Lastly, a more general challenge in the field of gene editing is developing techniques that work efficiently and flexibly across the entire human genome. Whether in its inactive base editor form or vanilla CRISPR-Cas9 mode, the reliance on PAM recognition as part of the Cas mechanism acts as a potential barrier to target selection, since it limits gRNA binding to locations that have a suitable PAM sequence the right distance from the target itself. The good news is help is definitely on the way to solve this problem! Academics have made great strides to create more flexibility by engineering CRISPR-Cas9 nucleases with altered PAM specificities, and in some cases, have even generated near-PAMless variants, allowing for unconstrained target selection. As far as issues go with editing, this one seems the closest to being fully solved. Great job, everyone!
Thanks to Willy Chertman and Milan Cvitkovik for their in depth and thoughtful feedback on the post.
Establishing a natural mutation rate baseline #
Helpful numbers / estimates #
- Number of cells in a human body: 4e13
- Number of DNA damage events per cell per day (source): >10,000
- Number of somatic mutations per year for different tissue types (source):
- Mutation rate per base pair per generation in humans (source): 2.5e-8
- Approximate number of base pairs in the human genome: 3e9
- Number of mutations per cell division in humans (estimate): ~0.1-10
- Number of cell divisions in a human per day (source): 3e11
- Note: This is actually off because it’s averaging over a lifetime but in practice the rate will be much higher during development.
Loose bounds on acceptable number of mutations from editors #
Let’s take as an assumption that if our off-target edit rate is on average below the ongoing mutation rate of normal body processes than we’d be happy. Using our number of 3e11 cell divisions in a human per day and 1 mutation per cell division, we get a very hand-wavey estimate of 3e11 mutations per day as part of ongoing biological processes. If we assume an edit we want to apply will edit a good fraction of all cells (a very conservative assumption), then this suggests we want to keep our off-target rate below 1e-2 in order to match the total number of mutations from a day of cell divisions.
Alternatively, if we just compare editing to a cell division event directly, we could argue that the per cell off-target rate should be at or below 0.1 mutations per cell.
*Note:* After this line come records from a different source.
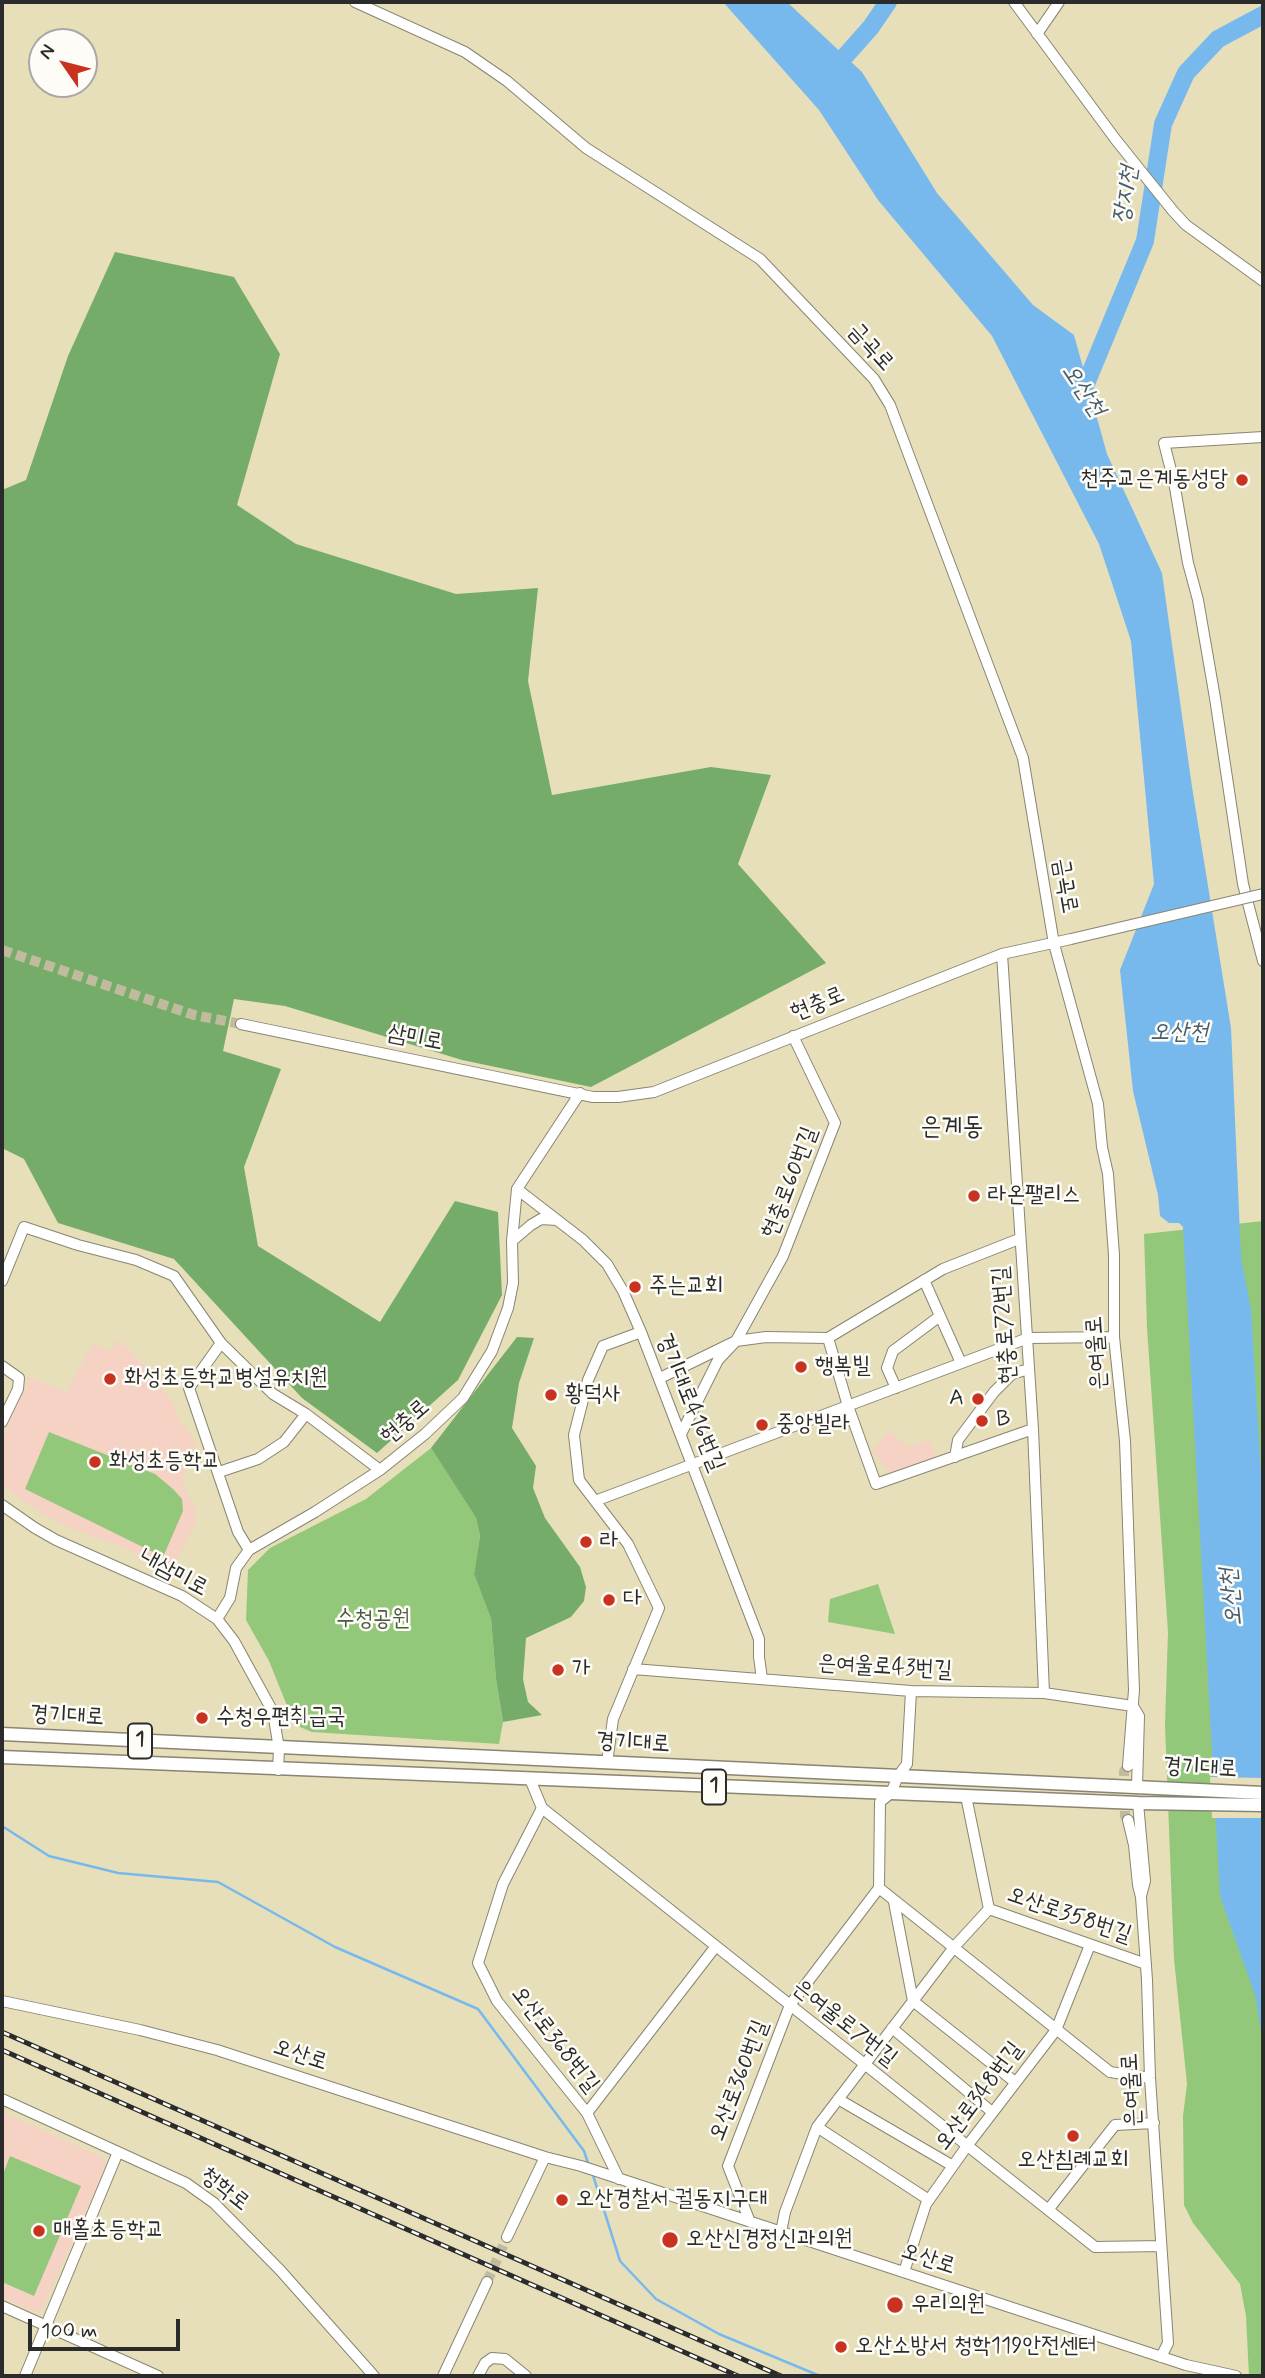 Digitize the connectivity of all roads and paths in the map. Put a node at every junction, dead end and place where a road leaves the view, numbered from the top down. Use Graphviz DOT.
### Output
graph roads {
  1 [pos="355,2"];
  2 [pos="1014,2"];
  3 [pos="1059,2"];
  4 [pos="1037,34"];
  5 [pos="1263,281"];
  6 [pos="1263,437"];
  7 [pos="1263,894"];
  8 [pos="1054,944"];
  9 [pos="1002,954"];
  10 [pos="1263,961"];
  11 [pos="241,1024"];
  12 [pos="793,1036"];
  13 [pos="580,1093"];
  14 [pos="517,1189"];
  15 [pos="558,1220"];
  16 [pos="1019,1238"];
  17 [pos="513,1241"];
  18 [pos="3,1274"];
  19 [pos="924,1280"];
  20 [pos="940,1316"];
  21 [pos="641,1332"];
  22 [pos="1114,1337"];
  23 [pos="828,1338"];
  24 [pos="1028,1338"];
  25 [pos="736,1341"];
  26 [pos="220,1343"];
  27 [pos="961,1363"];
  28 [pos="2,1366"];
  29 [pos="1030,1369"];
  30 [pos="660,1378"];
  31 [pos="896,1388"];
  32 [pos="848,1406"];
  33 [pos="306,1414"];
  34 [pos="2,1422"];
  35 [pos="1033,1429"];
  36 [pos="681,1434"];
  37 [pos="956,1457"];
  38 [pos="693,1464"];
  39 [pos="380,1470"];
  40 [pos="219,1472"];
  41 [pos="595,1501"];
  42 [pos="2,1505"];
  43 [pos="249,1550"];
  44 [pos="217,1619"];
  45 [pos="633,1669"];
  46 [pos="762,1679"];
  47 [pos="911,1691"];
  48 [pos="1044,1693"];
  49 [pos="1133,1706"];
  50 [pos="2,1734"];
  51 [pos="279,1749"];
  52 [pos="2,1757"];
  53 [pos="607,1763"];
  54 [pos="1128,1766"];
  55 [pos="278,1770"];
  56 [pos="898,1776"];
  57 [pos="530,1779"];
  58 [pos="1143,1788"];
  59 [pos="891,1793"];
  60 [pos="1263,1793"];
  61 [pos="966,1796"];
  62 [pos="1144,1803"];
  63 [pos="1263,1805"];
  64 [pos="542,1808"];
  65 [pos="1128,1820"];
  66 [pos="879,1888"];
  67 [pos="1141,1897"];
  68 [pos="894,1901"];
  69 [pos="989,1909"];
  70 [pos="1090,1945"];
  71 [pos="716,1946"];
  72 [pos="954,1946"];
  73 [pos="1146,1964"];
  74 [pos="2,2001"];
  75 [pos="913,2001"];
  76 [pos="790,2005"];
  77 [pos="892,2028"];
  78 [pos="1056,2029"];
  79 [pos="864,2064"];
  80 [pos="1150,2078"];
  81 [pos="1015,2082"];
  82 [pos="2,2099"];
  83 [pos="838,2099"];
  84 [pos="992,2112"];
  85 [pos="587,2113"];
  86 [pos="1154,2123"];
  87 [pos="817,2127"];
  88 [pos="967,2146"];
  89 [pos="118,2152"];
  90 [pos="545,2157"];
  91 [pos="953,2166"];
  92 [pos="620,2179"];
  93 [pos="929,2200"];
  94 [pos="1048,2210"];
  95 [pos="750,2222"];
  96 [pos="780,2232"];
  97 [pos="507,2236"];
  98 [pos="1161,2246"];
  99 [pos="904,2272"];
  100 [pos="487,2282"];
  101 [pos="2,2306"];
  102 [pos="46,2327"];
  103 [pos="1161,2357"];
  104 [pos="25,2376"];
  105 [pos="158,2376"];
  106 [pos="374,2376"];
  107 [pos="443,2376"];
  108 [pos="478,2376"];
  109 [pos="526,2376"];
  110 [pos="1236,2376"];
  1 -- 8 [label="street, 금곡로"];
  2 -- 4 [label="street"];
  3 -- 4 [label="street"];
  4 -- 5 [label="street"];
  6 -- 10 [label="street"];
  7 -- 8 [label="street, 현충로, bridge"];
  8 -- 9 [label="street, 현충로"];
  8 -- 22 [label="street, 은여울로"];
  9 -- 12 [label="street, 현충로"];
  9 -- 16 [label="street, 현충로72번길"];
  11 -- 13 [label="street, 삼미로"];
  12 -- 13 [label="street, 현충로"];
  12 -- 25 [label="street, 현충로60번길"];
  13 -- 14 [label="street"];
  14 -- 15 [label="street"];
  14 -- 17 [label="street, 현충로"];
  15 -- 17 [label="street"];
  15 -- 21 [label="street"];
  16 -- 19 [label="street"];
  16 -- 24 [label="street, 현충로72번길"];
  17 -- 39 [label="street, 현충로"];
  18 -- 26 [label="street"];
  19 -- 20 [label="street"];
  19 -- 23 [label="street"];
  20 -- 27 [label="street"];
  20 -- 31 [label="street"];
  21 -- 30 [label="street, 경기대로416번길"];
  21 -- 41 [label="street, 경기대로416번길"];
  22 -- 24 [label="street"];
  22 -- 49 [label="street, 은여울로"];
  23 -- 25 [label="street"];
  23 -- 32 [label="street"];
  24 -- 27 [label="street"];
  24 -- 29 [label="street, 현충로72번길"];
  25 -- 30 [label="street"];
  25 -- 36 [label="street, 현충로60번길"];
  26 -- 33 [label="street"];
  26 -- 40 [label="street"];
  27 -- 31 [label="street"];
  28 -- 34 [label="street"];
  29 -- 35 [label="street, 현충로72번길"];
  29 -- 37 [label="street"];
  30 -- 36 [label="street, 경기대로416번길"];
  31 -- 32 [label="street"];
  32 -- 37 [label="street"];
  32 -- 38 [label="street"];
  33 -- 39 [label="street"];
  33 -- 40 [label="street"];
  35 -- 37 [label="street"];
  35 -- 48 [label="street, 현충로72번길"];
  36 -- 38 [label="street, 경기대로416번길"];
  38 -- 41 [label="street"];
  38 -- 46 [label="street, 경기대로416번길"];
  39 -- 43 [label="street, 현충로"];
  40 -- 43 [label="street"];
  41 -- 45 [label="street, 경기대로416번길"];
  42 -- 44 [label="street, 내삼미로"];
  43 -- 44 [label="street"];
  44 -- 51 [label="street, 내삼미로"];
  45 -- 46 [label="street, 은여울로43번길"];
  45 -- 53 [label="street, 경기대로416번길"];
  46 -- 47 [label="street, 은여울로43번길"];
  47 -- 48 [label="street, 은여울로43번길"];
  47 -- 56 [label="street"];
  48 -- 49 [label="street, 은여울로43번길"];
  49 -- 54 [label="street, 은여울로"];
  49 -- 58 [label="street"];
  50 -- 51 [label="main road, 경기대로 / 1"];
  51 -- 53 [label="main road, 경기대로 / 1"];
  51 -- 55 [label="street, 내삼미로"];
  52 -- 55 [label="main road, 경기대로 / 1"];
  53 -- 56 [label="main road, 경기대로 / 1"];
  55 -- 57 [label="main road, 경기대로 / 1"];
  56 -- 58 [label="main road, 경기대로 / 1"];
  56 -- 59 [label="street"];
  57 -- 59 [label="main road, 경기대로 / 1"];
  57 -- 64 [label="street, 은여울로7번길"];
  58 -- 60 [label="main road, 경기대로 / 1"];
  59 -- 61 [label="main road, 경기대로 / 1"];
  59 -- 66 [label="street"];
  61 -- 62 [label="main road, 경기대로 / 1"];
  61 -- 69 [label="street"];
  62 -- 63 [label="main road, 경기대로 / 1"];
  62 -- 67 [label="street"];
  64 -- 71 [label="street, 은여울로7번길"];
  64 -- 85 [label="street, 오산로368번길"];
  65 -- 67 [label="street, 은여울로"];
  66 -- 68 [label="street"];
  66 -- 76 [label="street, 오산로360번길"];
  67 -- 73 [label="street, 은여울로"];
  68 -- 72 [label="street"];
  68 -- 75 [label="street"];
  69 -- 70 [label="street, 오산로358번길"];
  69 -- 72 [label="street, 오산로358번길"];
  70 -- 73 [label="street, 오산로358번길"];
  70 -- 78 [label="street, 오산로348번길"];
  71 -- 76 [label="street, 은여울로7번길"];
  71 -- 85 [label="street"];
  72 -- 75 [label="street, 오산로358번길"];
  72 -- 78 [label="street"];
  73 -- 80 [label="street, 은여울로"];
  74 -- 90 [label="street, 오산로"];
  75 -- 77 [label="street, 오산로358번길"];
  75 -- 81 [label="street"];
  76 -- 79 [label="street, 은여울로7번길"];
  76 -- 95 [label="street, 오산로360번길"];
  77 -- 79 [label="street, 오산로358번길"];
  77 -- 84 [label="street"];
  78 -- 80 [label="street"];
  78 -- 81 [label="street, 오산로348번길"];
  79 -- 83 [label="street, 오산로358번길"];
  79 -- 88 [label="street, 은여울로7번길"];
  80 -- 86 [label="street, 은여울로"];
  81 -- 84 [label="street, 오산로348번길"];
  82 -- 89 [label="street, 청학로"];
  83 -- 87 [label="street, 오산로358번길"];
  83 -- 91 [label="street"];
  84 -- 88 [label="street, 오산로348번길"];
  85 -- 92 [label="street, 오산로368번길"];
  86 -- 94 [label="street"];
  86 -- 98 [label="street, 은여울로"];
  87 -- 93 [label="street"];
  87 -- 96 [label="street, 오산로358번길"];
  88 -- 91 [label="street, 오산로348번길"];
  88 -- 94 [label="street, 은여울로7번길"];
  89 -- 102 [label="street"];
  89 -- 106 [label="street, 청학로"];
  90 -- 92 [label="street, 오산로"];
  90 -- 97 [label="street"];
  91 -- 93 [label="street, 오산로348번길"];
  92 -- 95 [label="street, 오산로"];
  93 -- 99 [label="street, 오산로348번길"];
  94 -- 98 [label="street, 은여울로7번길"];
  95 -- 96 [label="street, 오산로"];
  96 -- 99 [label="street, 오산로"];
  98 -- 103 [label="street, 은여울로"];
  99 -- 103 [label="street, 오산로"];
  100 -- 107 [label="street"];
  101 -- 102 [label="street"];
  102 -- 104 [label="street"];
  102 -- 105 [label="street"];
  103 -- 110 [label="street, 오산로"];
  108 -- 109 [label="street"];
}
There are lots of reasons why this estimate is naive and doesn’t actually work. It should be taken only as a very loose guess to hopefully be supplanted by Longitudinal / observational studies in model systems in the future. To name just a few of these reasons:
- Most editing interventions won’t actually aim to edit all human cells.
- Mutation rates differ between parts of the genome and type of mutation and are normally under selection pressure. This means that mutations due to off-target edits can be a difference in kind rather than just in number. For example, off-target edits in oncogenes are much worse than a randomly chosen mutation so interventions that preferentially incur those are more dangerous than their raw rate would suggest. On the flip side, this also means we can directly check for them.
- Some of these numbers may not account for DNA repair machinery which protects against dangerous mutations during DNA copying but may not work as well for off-target edits.